SUPPLIED INFORMATION —
-- Opening Marker --

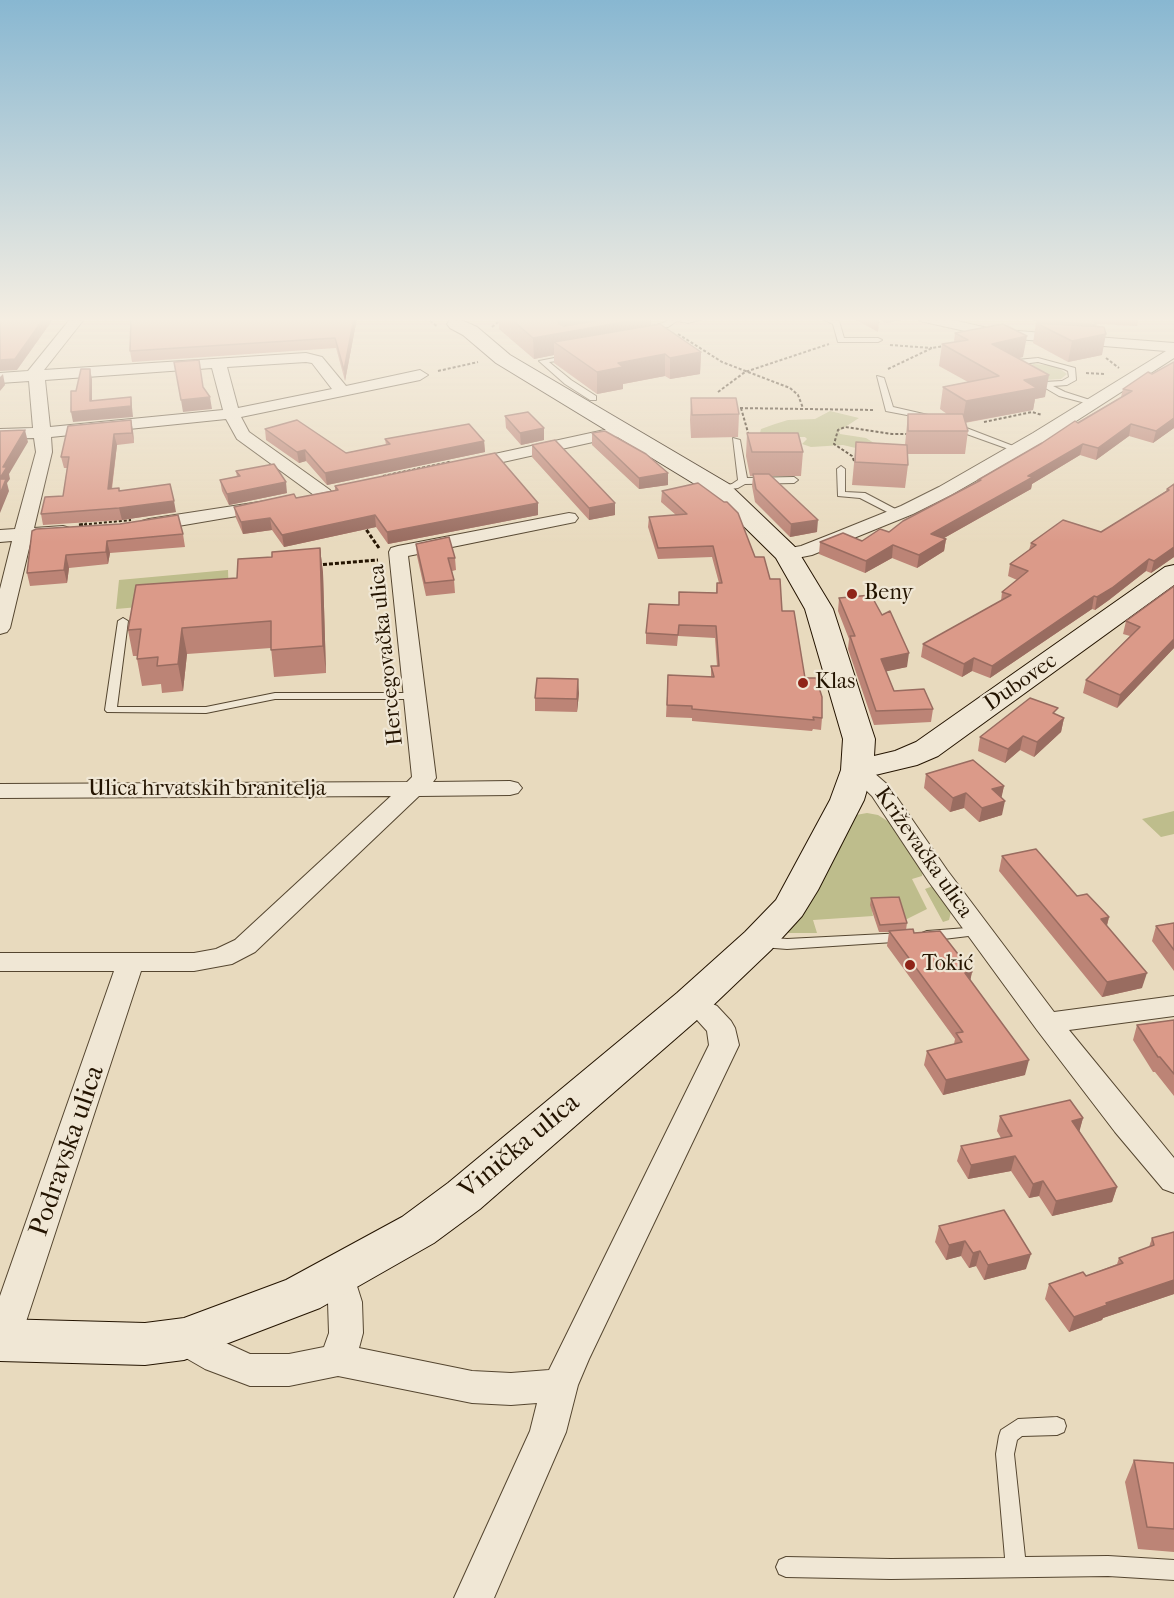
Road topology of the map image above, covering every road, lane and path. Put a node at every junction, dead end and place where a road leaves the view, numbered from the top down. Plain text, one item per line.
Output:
1 (38, 393) edge
2 (226, 393) edge
3 (329, 393) edge
4 (560, 393) edge
5 (585, 393) edge
6 (795, 393) edge
7 (884, 393) edge
8 (1059, 393) edge
9 (1107, 393) edge
10 (593, 398) dead end
11 (1090, 403) junction
12 (729, 408) edge
13 (803, 408) junction
14 (889, 409) junction
15 (232, 414) junction
16 (1042, 415) dead end
17 (930, 419) edge
18 (940, 422) edge
19 (958, 428) junction
20 (623, 431) junction
21 (908, 431) edge
22 (42, 433) junction
23 (0, 434) edge
24 (736, 440) dead end
25 (1017, 449) junction
26 (453, 468) edge
27 (840, 470) joint
28 (794, 480) dead end
29 (731, 485) junction
30 (332, 493) junction
31 (303, 499) edge
32 (281, 503) edge
33 (898, 514) junction
34 (569, 518) dead end
35 (133, 526) edge
36 (79, 531) edge
37 (23, 535) junction
38 (0, 536) edge
39 (787, 554) junction
40 (389, 556) junction
41 (312, 566) edge
42 (1174, 573) edge
43 (123, 621) dead end
44 (0, 628) edge
45 (415, 696) junction
46 (857, 770) junction
47 (510, 788) dead end
48 (413, 789) junction
49 (0, 791) edge
50 (980, 932) junction
51 (758, 942) junction
52 (131, 961) junction
53 (0, 962) edge
54 (691, 1003) junction
55 (1174, 1006) edge
56 (1047, 1023) junction
57 (1174, 1180) edge
58 (338, 1274) junction
59 (184, 1339) junction
60 (1, 1340) edge
61 (338, 1360) junction
62 (560, 1385) junction
63 (1057, 1426) dead end
64 (786, 1567) dead end
65 (1016, 1567) junction
66 (1174, 1570) edge
67 (474, 1598) edge

1 - 22 street
2 - 15 street
3 - 15 street
4 - 20 main road, Križevačka ulica
5 - 10 lane
6 - 13 path
7 - 14 lane
8 - 11 lane
9 - 11 street
11 - 25 street
12 - 13 path
13 - 14 path
14 - 17 lane
15 - 22 street
15 - 30 street
16 - 19 path
18 - 19 lane
19 - 25 lane
20 - 26 street
20 - 29 main road, Križevačka ulica
21 - 27 path
22 - 23 street
22 - 37 street
24 - 29 lane
25 - 33 street
27 - 33 lane
28 - 29 lane
29 - 39 main road, Križevačka ulica
30 - 31 street
30 - 40 path
32 - 35 street
33 - 39 street
34 - 40 street, Hercegovačka ulica
36 - 37 street
37 - 38 street
37 - 44 street
39 - 46 main road, Križevačka ulica
40 - 41 path
40 - 45 street, Hercegovačka ulica
42 - 46 main road, Dubovec
43 - 45 lane
45 - 48 street, Hercegovačka ulica
46 - 50 street, Križevačka ulica
46 - 51 main road, Vinička ulica
47 - 48 street
48 - 49 street, Ulica hrvatskih branitelja
48 - 52 street
50 - 51 lane
50 - 56 street, Križevačka ulica
51 - 54 main road, Vinička ulica
52 - 53 street
52 - 60 street, Podravska ulica
54 - 58 main road, Vinička ulica
54 - 62 street
55 - 56 street
56 - 57 street, Križevačka ulica
58 - 59 main road, Vinička ulica
58 - 61 street
59 - 60 main road, Vinička ulica
59 - 61 street
61 - 62 street
62 - 67 street
63 - 65 lane
64 - 65 lane
65 - 66 lane

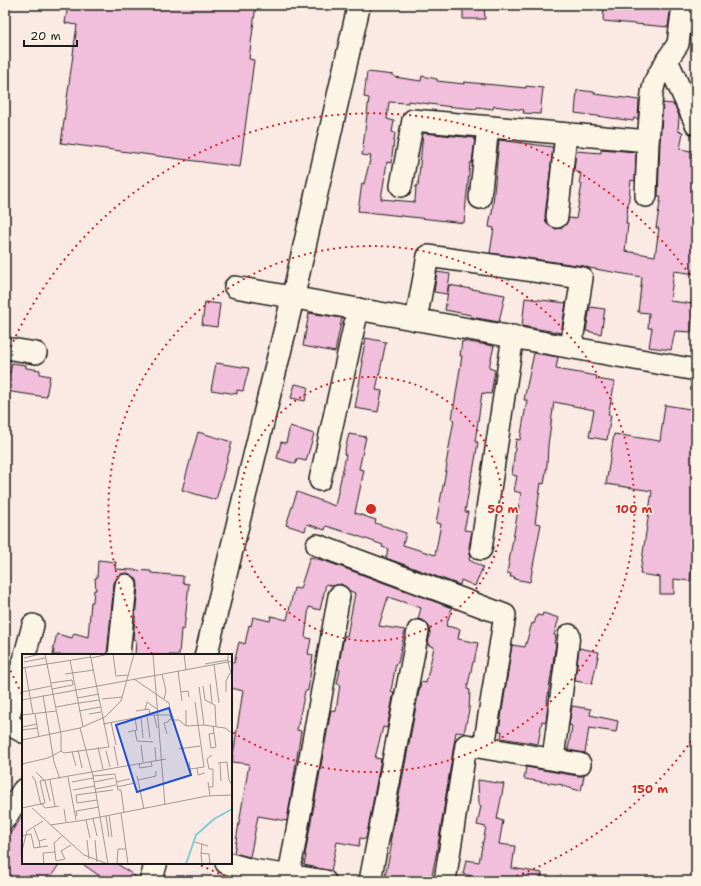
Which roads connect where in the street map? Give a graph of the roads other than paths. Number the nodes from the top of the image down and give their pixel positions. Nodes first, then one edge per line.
1 (360, 5) edge
2 (683, 5) edge
3 (666, 60) junction
4 (695, 119) edge
5 (488, 127) junction
6 (566, 134) junction
7 (648, 141) junction
8 (401, 186) dead end
9 (646, 196) dead end
10 (480, 198) dead end
11 (557, 217) dead end
12 (235, 287) dead end
13 (293, 296) junction
14 (358, 309) junction
15 (416, 320) junction
16 (512, 336) junction
17 (571, 347) junction
18 (5, 348) edge
19 (36, 353) dead end
20 (696, 370) edge
21 (320, 480) dead end
22 (317, 545) dead end
23 (481, 549) dead end
24 (126, 585) dead end
25 (339, 596) dead end
26 (33, 625) dead end
27 (418, 631) dead end
28 (569, 635) dead end
29 (25, 654) edge
30 (119, 654) edge
31 (206, 654) edge
32 (22, 668) edge
33 (12, 726) edge
34 (484, 747) junction
35 (553, 759) junction
36 (580, 764) dead end
37 (22, 796) edge
38 (5, 819) edge
39 (156, 864) edge
40 (228, 864) edge
41 (251, 875) edge
42 (289, 875) junction
43 (151, 881) edge
44 (325, 881) edge
45 (370, 881) edge
46 (445, 881) edge

1 - 13 street
2 - 3 street
3 - 4 street
3 - 7 street
5 - 6 street
5 - 8 street
5 - 10 street
6 - 7 street
6 - 11 street
7 - 9 street
12 - 13 street
13 - 14 street
13 - 31 street
14 - 15 street
14 - 21 street
15 - 16 street
15 - 17 street
16 - 17 street
16 - 23 street
17 - 20 street
18 - 19 street
22 - 34 street
24 - 30 street
25 - 42 street
26 - 29 street
27 - 45 street
28 - 35 street
32 - 33 street
34 - 35 street
34 - 46 street
35 - 36 street
37 - 38 street
39 - 43 street
40 - 41 street
41 - 42 street
42 - 44 street

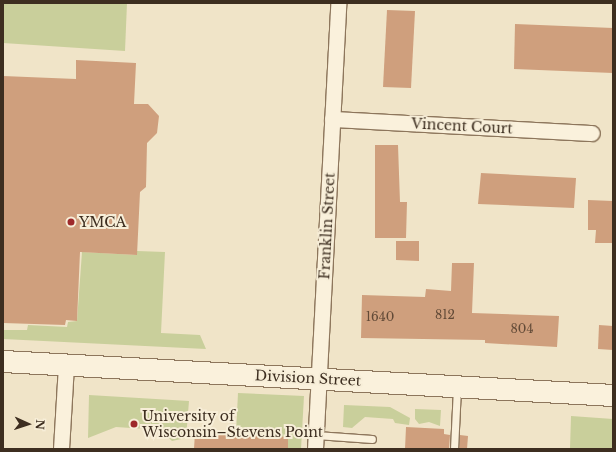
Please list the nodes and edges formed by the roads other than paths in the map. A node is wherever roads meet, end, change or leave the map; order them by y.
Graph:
1 (338, 3) edge
2 (332, 119) junction
3 (592, 133) dead end
4 (3, 361) edge
5 (66, 364) junction
6 (319, 378) junction
7 (457, 386) junction
8 (613, 395) edge
9 (372, 439) dead end
10 (316, 442) edge
11 (61, 449) edge
12 (454, 449) edge

1 - 2 street, Franklin Street
2 - 3 street, Vincent Court
2 - 6 street, Franklin Street
4 - 5 main road, Division Street
5 - 6 main road, Division Street
5 - 11 street
6 - 7 main road, Division Street
6 - 10 street, Franklin Street
7 - 8 main road, Division Street
7 - 12 lane
9 - 10 lane

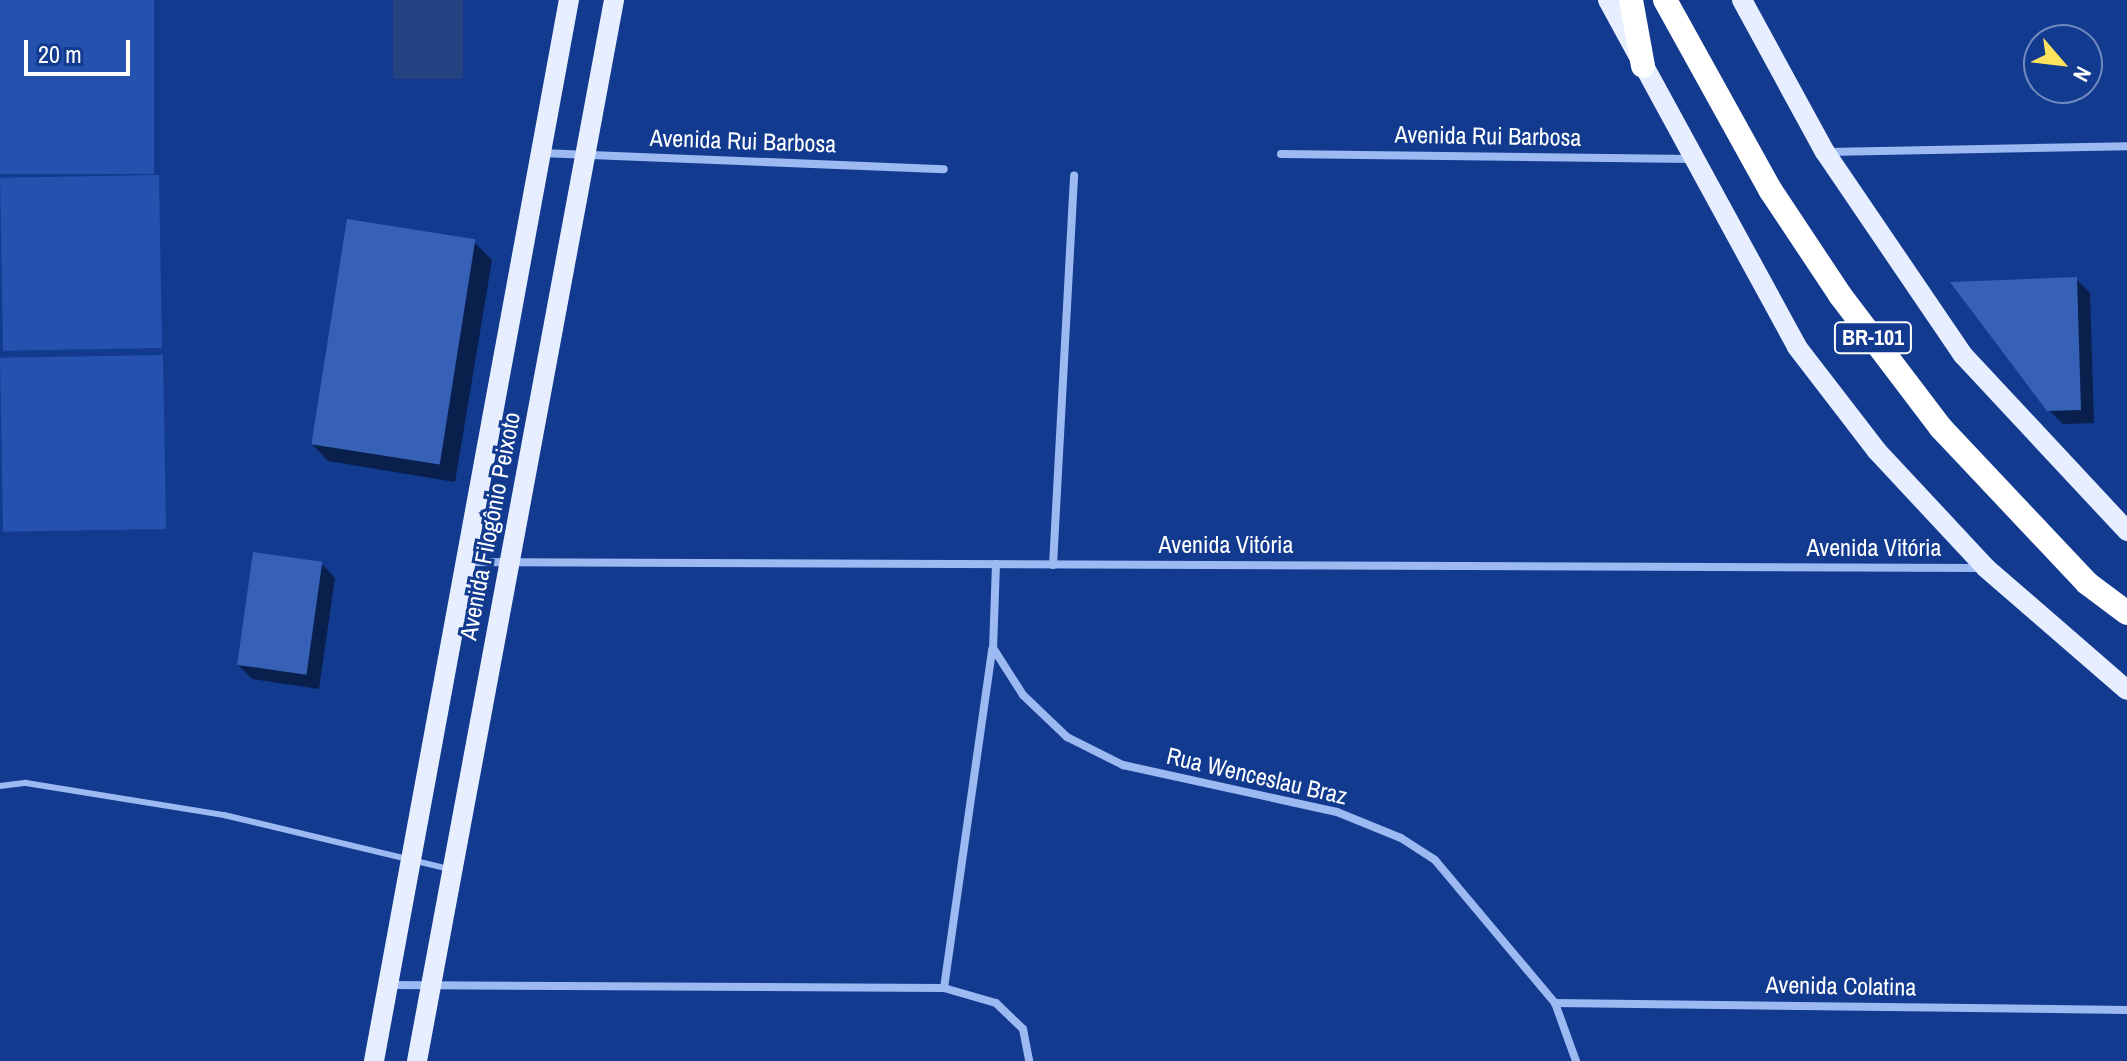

-- Closing Marker --

EXERCISE PROMPT — In how many lines of the records does the word "nodes" appear? Answer with the number only.

SOLUTION FOR THIS TASK — 2